John appropriately mentions that there are various kinds of browser (and/or
GlowScript) failures and bugs. The reason for this is that browser support
for the WebGL 3D graphics library, derived from the venerable OpenGL 3D
library, is new. It is so new that WebGL is supported only by recent
versions of browsers, and in the case of Safari even the most recent
version requires that you specifically enable WebGL. On my Android phone,
WebGL is supported by Firefox and by Chrome beta (but not Chrome), except
that two days ago it stopped working on Chrome beta, a measure of how new
this is. At glowscript.org, click Help for browser details. Also, one needs
a modern graphics card that has Graphic Processing Units, a requirement for
WebGL. My interest in developing GlowScript is to make WebGL-based
programming accessible to ordinary mortals, and to be forward-looking in
what will surely be a well-supported standard in the not distant future.

I ran John's animations on Windows in Chrome and Firefox but not Internet
Explorer (but this I think is fixable with a magic statement; example
programs at glowscript.org do run on IE) and on Mac in Chrome and Safari
(after enabling WebGL) but I didn't try Firefox. I didn't actually try it,
but the animations should also run on Linux in browsers.

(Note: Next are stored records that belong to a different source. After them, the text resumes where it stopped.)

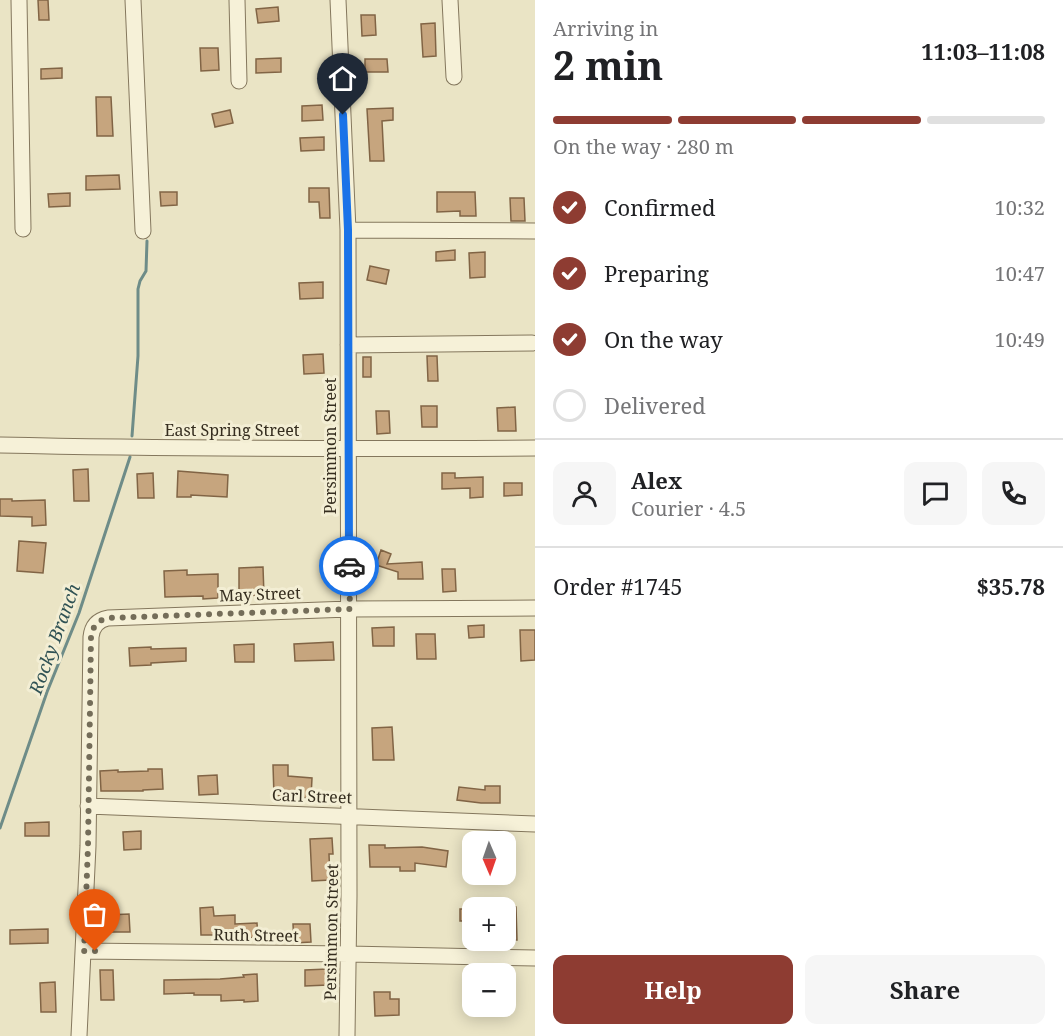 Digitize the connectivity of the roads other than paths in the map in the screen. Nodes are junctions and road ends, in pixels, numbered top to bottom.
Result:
1 (19, 0) edge
2 (133, 0) edge
3 (237, 0) edge
4 (338, 0) edge
5 (450, 0) edge
6 (454, 78) dead end
7 (239, 81) dead end
8 (23, 229) dead end
9 (348, 230) junction
10 (143, 231) dead end
11 (535, 231) edge
12 (532, 343) dead end
13 (348, 345) junction
14 (0, 445) edge
15 (535, 448) edge
16 (348, 449) junction
17 (535, 608) edge
18 (350, 609) junction
19 (88, 806) junction
20 (349, 816) junction
21 (535, 824) edge
22 (84, 951) junction
23 (349, 954) junction
24 (535, 958) edge
25 (79, 1036) edge
26 (347, 1036) edge

1 - 8 street
2 - 10 street
3 - 7 street
4 - 9 street, Persimmon Street
5 - 6 street
9 - 11 street
9 - 13 street, Persimmon Street
12 - 13 street
13 - 16 street, Persimmon Street
14 - 16 street, East Spring Street
15 - 16 street, East Spring Street
16 - 18 street, Persimmon Street
17 - 18 street, May Street
18 - 19 street, May Street
18 - 20 street, Persimmon Street
19 - 20 street, Carl Street
19 - 22 street
20 - 21 street, Carl Street
20 - 23 street, Persimmon Street
22 - 23 street, Ruth Street
22 - 25 street
23 - 24 street, Ruth Street
23 - 26 street, Persimmon Street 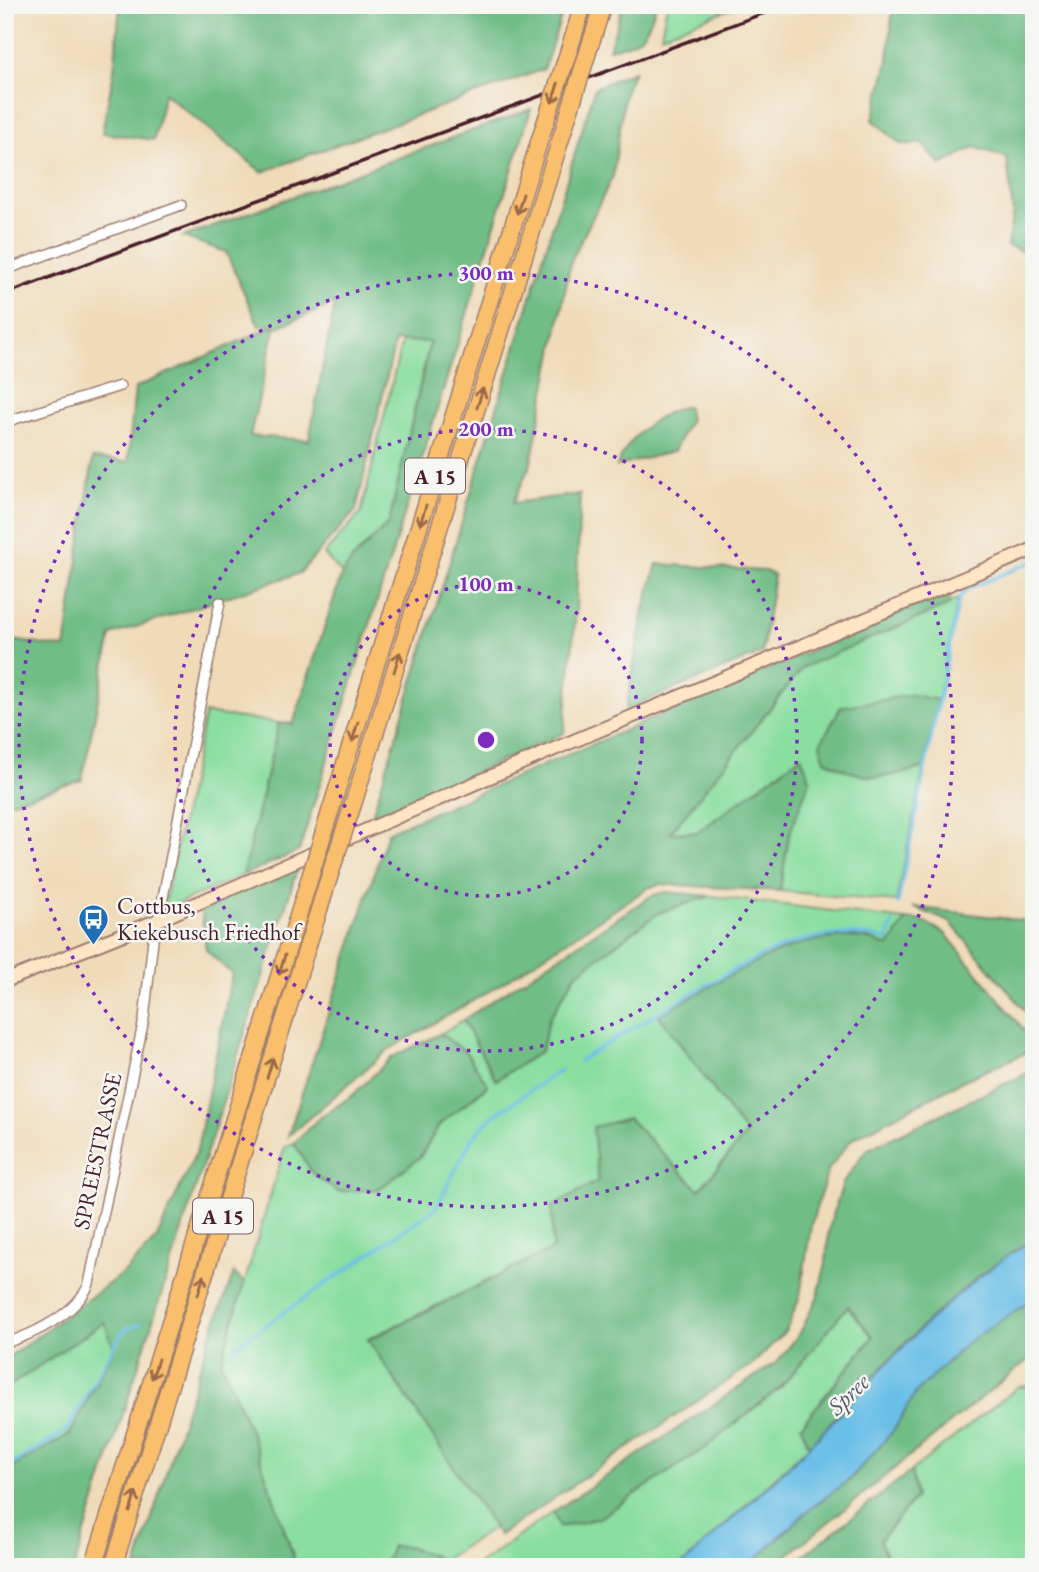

I'm currently taking a Udacity MOOC (Massive Open Online Course) on
computer graphics, to see how such a course is structured. A recent task
was to model a (non-animated) 3D image of a "drinking bird", the toy that
dips into water and returns, using the popular WebGL library three.js. I
rewrote this in CoffeeScript using the GlowScript libraries, and added a
few statements to make the bird oscillate. You can see it here (with an
appropriate browser and an appropriate graphics card):

http://www.glowscript.org/#/user/Bruce_Sherwood/folder/Pub/program/DrinkingBird

The three.js version of the non-animated drinking bird is 320 lines.
The GlowScript version is 60 lines (not including the animation).